## Task brief
Write out every single entry exactly.

___ Task input ___

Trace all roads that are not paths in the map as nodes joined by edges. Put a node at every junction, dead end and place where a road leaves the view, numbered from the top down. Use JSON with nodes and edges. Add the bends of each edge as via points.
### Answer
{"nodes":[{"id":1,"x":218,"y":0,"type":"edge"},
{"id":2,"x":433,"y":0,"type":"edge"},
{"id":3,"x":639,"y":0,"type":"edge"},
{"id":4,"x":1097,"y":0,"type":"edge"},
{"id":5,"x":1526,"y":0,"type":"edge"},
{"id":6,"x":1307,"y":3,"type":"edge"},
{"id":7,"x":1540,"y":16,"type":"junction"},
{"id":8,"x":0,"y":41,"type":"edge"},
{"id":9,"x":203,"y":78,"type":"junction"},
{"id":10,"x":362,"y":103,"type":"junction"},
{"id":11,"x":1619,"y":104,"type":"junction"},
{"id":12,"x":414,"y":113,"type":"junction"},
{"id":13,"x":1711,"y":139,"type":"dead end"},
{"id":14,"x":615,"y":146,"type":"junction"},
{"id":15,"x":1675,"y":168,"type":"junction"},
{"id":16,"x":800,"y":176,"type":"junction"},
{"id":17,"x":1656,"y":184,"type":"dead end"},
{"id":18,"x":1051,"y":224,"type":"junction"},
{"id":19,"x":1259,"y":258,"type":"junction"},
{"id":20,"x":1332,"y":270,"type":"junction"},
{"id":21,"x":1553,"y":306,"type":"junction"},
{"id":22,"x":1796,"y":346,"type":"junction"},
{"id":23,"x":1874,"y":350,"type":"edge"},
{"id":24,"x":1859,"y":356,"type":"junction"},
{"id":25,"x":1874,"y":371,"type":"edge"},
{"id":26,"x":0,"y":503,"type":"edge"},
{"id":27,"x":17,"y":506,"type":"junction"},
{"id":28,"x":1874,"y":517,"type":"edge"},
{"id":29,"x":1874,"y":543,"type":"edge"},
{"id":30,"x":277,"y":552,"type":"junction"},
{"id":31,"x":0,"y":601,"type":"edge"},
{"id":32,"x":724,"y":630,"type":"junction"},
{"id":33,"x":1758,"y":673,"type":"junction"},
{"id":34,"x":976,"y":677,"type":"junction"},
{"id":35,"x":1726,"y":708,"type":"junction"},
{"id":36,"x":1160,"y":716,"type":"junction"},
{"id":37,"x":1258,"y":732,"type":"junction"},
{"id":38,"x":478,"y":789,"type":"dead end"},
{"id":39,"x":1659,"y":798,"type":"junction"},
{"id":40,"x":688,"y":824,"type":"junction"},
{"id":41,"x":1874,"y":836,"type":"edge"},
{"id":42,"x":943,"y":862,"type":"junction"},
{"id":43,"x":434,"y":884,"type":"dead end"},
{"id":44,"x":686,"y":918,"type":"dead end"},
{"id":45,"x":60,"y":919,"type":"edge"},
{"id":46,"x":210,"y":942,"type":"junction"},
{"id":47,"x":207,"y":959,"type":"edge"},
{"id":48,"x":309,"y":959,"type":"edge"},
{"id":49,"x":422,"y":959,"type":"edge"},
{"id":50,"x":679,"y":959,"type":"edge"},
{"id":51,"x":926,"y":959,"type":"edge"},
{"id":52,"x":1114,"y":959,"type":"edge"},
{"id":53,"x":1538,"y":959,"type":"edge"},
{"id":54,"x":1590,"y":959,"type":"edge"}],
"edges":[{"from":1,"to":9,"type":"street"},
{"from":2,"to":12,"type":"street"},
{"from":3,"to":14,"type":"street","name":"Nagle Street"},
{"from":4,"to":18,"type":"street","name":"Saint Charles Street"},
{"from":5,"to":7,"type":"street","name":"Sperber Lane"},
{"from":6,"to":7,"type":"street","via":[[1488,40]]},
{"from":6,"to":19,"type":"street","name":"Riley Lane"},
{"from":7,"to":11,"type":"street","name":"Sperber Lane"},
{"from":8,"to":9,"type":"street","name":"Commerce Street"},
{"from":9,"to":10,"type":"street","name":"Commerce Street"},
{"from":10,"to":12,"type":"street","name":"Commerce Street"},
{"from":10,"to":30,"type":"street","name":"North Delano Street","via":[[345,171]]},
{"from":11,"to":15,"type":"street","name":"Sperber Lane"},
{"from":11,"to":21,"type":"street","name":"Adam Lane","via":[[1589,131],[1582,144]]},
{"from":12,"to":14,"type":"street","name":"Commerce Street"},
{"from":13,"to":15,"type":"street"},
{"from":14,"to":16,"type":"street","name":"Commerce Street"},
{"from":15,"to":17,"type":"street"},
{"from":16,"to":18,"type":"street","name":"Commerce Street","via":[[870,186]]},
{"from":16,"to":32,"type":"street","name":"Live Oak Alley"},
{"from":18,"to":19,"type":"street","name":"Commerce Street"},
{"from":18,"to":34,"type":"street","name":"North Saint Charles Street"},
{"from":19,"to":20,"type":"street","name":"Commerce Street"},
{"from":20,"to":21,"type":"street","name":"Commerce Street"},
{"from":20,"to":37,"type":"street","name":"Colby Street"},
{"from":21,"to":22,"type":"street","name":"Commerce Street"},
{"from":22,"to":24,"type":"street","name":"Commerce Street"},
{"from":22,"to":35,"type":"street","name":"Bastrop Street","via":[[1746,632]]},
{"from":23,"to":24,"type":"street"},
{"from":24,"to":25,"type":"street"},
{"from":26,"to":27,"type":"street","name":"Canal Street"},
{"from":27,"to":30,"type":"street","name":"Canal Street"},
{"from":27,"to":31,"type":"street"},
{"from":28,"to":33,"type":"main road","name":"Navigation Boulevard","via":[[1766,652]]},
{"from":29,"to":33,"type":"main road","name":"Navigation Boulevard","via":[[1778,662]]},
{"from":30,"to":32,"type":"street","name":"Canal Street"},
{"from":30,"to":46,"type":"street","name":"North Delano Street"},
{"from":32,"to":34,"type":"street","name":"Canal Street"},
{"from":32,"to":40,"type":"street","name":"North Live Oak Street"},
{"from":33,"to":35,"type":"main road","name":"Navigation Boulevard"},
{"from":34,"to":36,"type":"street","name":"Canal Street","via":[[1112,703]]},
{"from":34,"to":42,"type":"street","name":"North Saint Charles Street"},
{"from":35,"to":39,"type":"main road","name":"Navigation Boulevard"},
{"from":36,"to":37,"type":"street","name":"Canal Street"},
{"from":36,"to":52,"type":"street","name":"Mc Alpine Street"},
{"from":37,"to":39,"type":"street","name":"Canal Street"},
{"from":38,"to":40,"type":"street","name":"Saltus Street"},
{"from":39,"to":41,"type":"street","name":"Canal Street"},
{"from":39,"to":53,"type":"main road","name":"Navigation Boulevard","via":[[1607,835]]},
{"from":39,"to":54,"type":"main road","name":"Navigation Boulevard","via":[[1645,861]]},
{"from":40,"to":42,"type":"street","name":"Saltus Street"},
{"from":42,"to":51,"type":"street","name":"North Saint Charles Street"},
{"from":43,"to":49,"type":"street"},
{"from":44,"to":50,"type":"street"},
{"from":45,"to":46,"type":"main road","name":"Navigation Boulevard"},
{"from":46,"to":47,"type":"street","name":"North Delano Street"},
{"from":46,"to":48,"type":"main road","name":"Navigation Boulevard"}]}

___

## Result for this task
Trace all roads that are not paths in the map as nodes joined by edges. Put a node at every junction, dead end and place where a road leaves the view, numbered from the top down. Use JSON with nodes and edges. Add the bends of each edge as via points.
### Answer
{"nodes":[{"id":1,"x":218,"y":0,"type":"edge"},
{"id":2,"x":433,"y":0,"type":"edge"},
{"id":3,"x":639,"y":0,"type":"edge"},
{"id":4,"x":1097,"y":0,"type":"edge"},
{"id":5,"x":1526,"y":0,"type":"edge"},
{"id":6,"x":1307,"y":3,"type":"edge"},
{"id":7,"x":1540,"y":16,"type":"junction"},
{"id":8,"x":0,"y":41,"type":"edge"},
{"id":9,"x":203,"y":78,"type":"junction"},
{"id":10,"x":362,"y":103,"type":"junction"},
{"id":11,"x":1619,"y":104,"type":"junction"},
{"id":12,"x":414,"y":113,"type":"junction"},
{"id":13,"x":1711,"y":139,"type":"dead end"},
{"id":14,"x":615,"y":146,"type":"junction"},
{"id":15,"x":1675,"y":168,"type":"junction"},
{"id":16,"x":800,"y":176,"type":"junction"},
{"id":17,"x":1656,"y":184,"type":"dead end"},
{"id":18,"x":1051,"y":224,"type":"junction"},
{"id":19,"x":1259,"y":258,"type":"junction"},
{"id":20,"x":1332,"y":270,"type":"junction"},
{"id":21,"x":1553,"y":306,"type":"junction"},
{"id":22,"x":1796,"y":346,"type":"junction"},
{"id":23,"x":1874,"y":350,"type":"edge"},
{"id":24,"x":1859,"y":356,"type":"junction"},
{"id":25,"x":1874,"y":371,"type":"edge"},
{"id":26,"x":0,"y":503,"type":"edge"},
{"id":27,"x":17,"y":506,"type":"junction"},
{"id":28,"x":1874,"y":517,"type":"edge"},
{"id":29,"x":1874,"y":543,"type":"edge"},
{"id":30,"x":277,"y":552,"type":"junction"},
{"id":31,"x":0,"y":601,"type":"edge"},
{"id":32,"x":724,"y":630,"type":"junction"},
{"id":33,"x":1758,"y":673,"type":"junction"},
{"id":34,"x":976,"y":677,"type":"junction"},
{"id":35,"x":1726,"y":708,"type":"junction"},
{"id":36,"x":1160,"y":716,"type":"junction"},
{"id":37,"x":1258,"y":732,"type":"junction"},
{"id":38,"x":478,"y":789,"type":"dead end"},
{"id":39,"x":1659,"y":798,"type":"junction"},
{"id":40,"x":688,"y":824,"type":"junction"},
{"id":41,"x":1874,"y":836,"type":"edge"},
{"id":42,"x":943,"y":862,"type":"junction"},
{"id":43,"x":434,"y":884,"type":"dead end"},
{"id":44,"x":686,"y":918,"type":"dead end"},
{"id":45,"x":60,"y":919,"type":"edge"},
{"id":46,"x":210,"y":942,"type":"junction"},
{"id":47,"x":207,"y":959,"type":"edge"},
{"id":48,"x":309,"y":959,"type":"edge"},
{"id":49,"x":422,"y":959,"type":"edge"},
{"id":50,"x":679,"y":959,"type":"edge"},
{"id":51,"x":926,"y":959,"type":"edge"},
{"id":52,"x":1114,"y":959,"type":"edge"},
{"id":53,"x":1538,"y":959,"type":"edge"},
{"id":54,"x":1590,"y":959,"type":"edge"}],
"edges":[{"from":1,"to":9,"type":"street"},
{"from":2,"to":12,"type":"street"},
{"from":3,"to":14,"type":"street","name":"Nagle Street"},
{"from":4,"to":18,"type":"street","name":"Saint Charles Street"},
{"from":5,"to":7,"type":"street","name":"Sperber Lane"},
{"from":6,"to":7,"type":"street","via":[[1488,40]]},
{"from":6,"to":19,"type":"street","name":"Riley Lane"},
{"from":7,"to":11,"type":"street","name":"Sperber Lane"},
{"from":8,"to":9,"type":"street","name":"Commerce Street"},
{"from":9,"to":10,"type":"street","name":"Commerce Street"},
{"from":10,"to":12,"type":"street","name":"Commerce Street"},
{"from":10,"to":30,"type":"street","name":"North Delano Street","via":[[345,171]]},
{"from":11,"to":15,"type":"street","name":"Sperber Lane"},
{"from":11,"to":21,"type":"street","name":"Adam Lane","via":[[1589,131],[1582,144]]},
{"from":12,"to":14,"type":"street","name":"Commerce Street"},
{"from":13,"to":15,"type":"street"},
{"from":14,"to":16,"type":"street","name":"Commerce Street"},
{"from":15,"to":17,"type":"street"},
{"from":16,"to":18,"type":"street","name":"Commerce Street","via":[[870,186]]},
{"from":16,"to":32,"type":"street","name":"Live Oak Alley"},
{"from":18,"to":19,"type":"street","name":"Commerce Street"},
{"from":18,"to":34,"type":"street","name":"North Saint Charles Street"},
{"from":19,"to":20,"type":"street","name":"Commerce Street"},
{"from":20,"to":21,"type":"street","name":"Commerce Street"},
{"from":20,"to":37,"type":"street","name":"Colby Street"},
{"from":21,"to":22,"type":"street","name":"Commerce Street"},
{"from":22,"to":24,"type":"street","name":"Commerce Street"},
{"from":22,"to":35,"type":"street","name":"Bastrop Street","via":[[1746,632]]},
{"from":23,"to":24,"type":"street"},
{"from":24,"to":25,"type":"street"},
{"from":26,"to":27,"type":"street","name":"Canal Street"},
{"from":27,"to":30,"type":"street","name":"Canal Street"},
{"from":27,"to":31,"type":"street"},
{"from":28,"to":33,"type":"main road","name":"Navigation Boulevard","via":[[1766,652]]},
{"from":29,"to":33,"type":"main road","name":"Navigation Boulevard","via":[[1778,662]]},
{"from":30,"to":32,"type":"street","name":"Canal Street"},
{"from":30,"to":46,"type":"street","name":"North Delano Street"},
{"from":32,"to":34,"type":"street","name":"Canal Street"},
{"from":32,"to":40,"type":"street","name":"North Live Oak Street"},
{"from":33,"to":35,"type":"main road","name":"Navigation Boulevard"},
{"from":34,"to":36,"type":"street","name":"Canal Street","via":[[1112,703]]},
{"from":34,"to":42,"type":"street","name":"North Saint Charles Street"},
{"from":35,"to":39,"type":"main road","name":"Navigation Boulevard"},
{"from":36,"to":37,"type":"street","name":"Canal Street"},
{"from":36,"to":52,"type":"street","name":"Mc Alpine Street"},
{"from":37,"to":39,"type":"street","name":"Canal Street"},
{"from":38,"to":40,"type":"street","name":"Saltus Street"},
{"from":39,"to":41,"type":"street","name":"Canal Street"},
{"from":39,"to":53,"type":"main road","name":"Navigation Boulevard","via":[[1607,835]]},
{"from":39,"to":54,"type":"main road","name":"Navigation Boulevard","via":[[1645,861]]},
{"from":40,"to":42,"type":"street","name":"Saltus Street"},
{"from":42,"to":51,"type":"street","name":"North Saint Charles Street"},
{"from":43,"to":49,"type":"street"},
{"from":44,"to":50,"type":"street"},
{"from":45,"to":46,"type":"main road","name":"Navigation Boulevard"},
{"from":46,"to":47,"type":"street","name":"North Delano Street"},
{"from":46,"to":48,"type":"main road","name":"Navigation Boulevard"}]}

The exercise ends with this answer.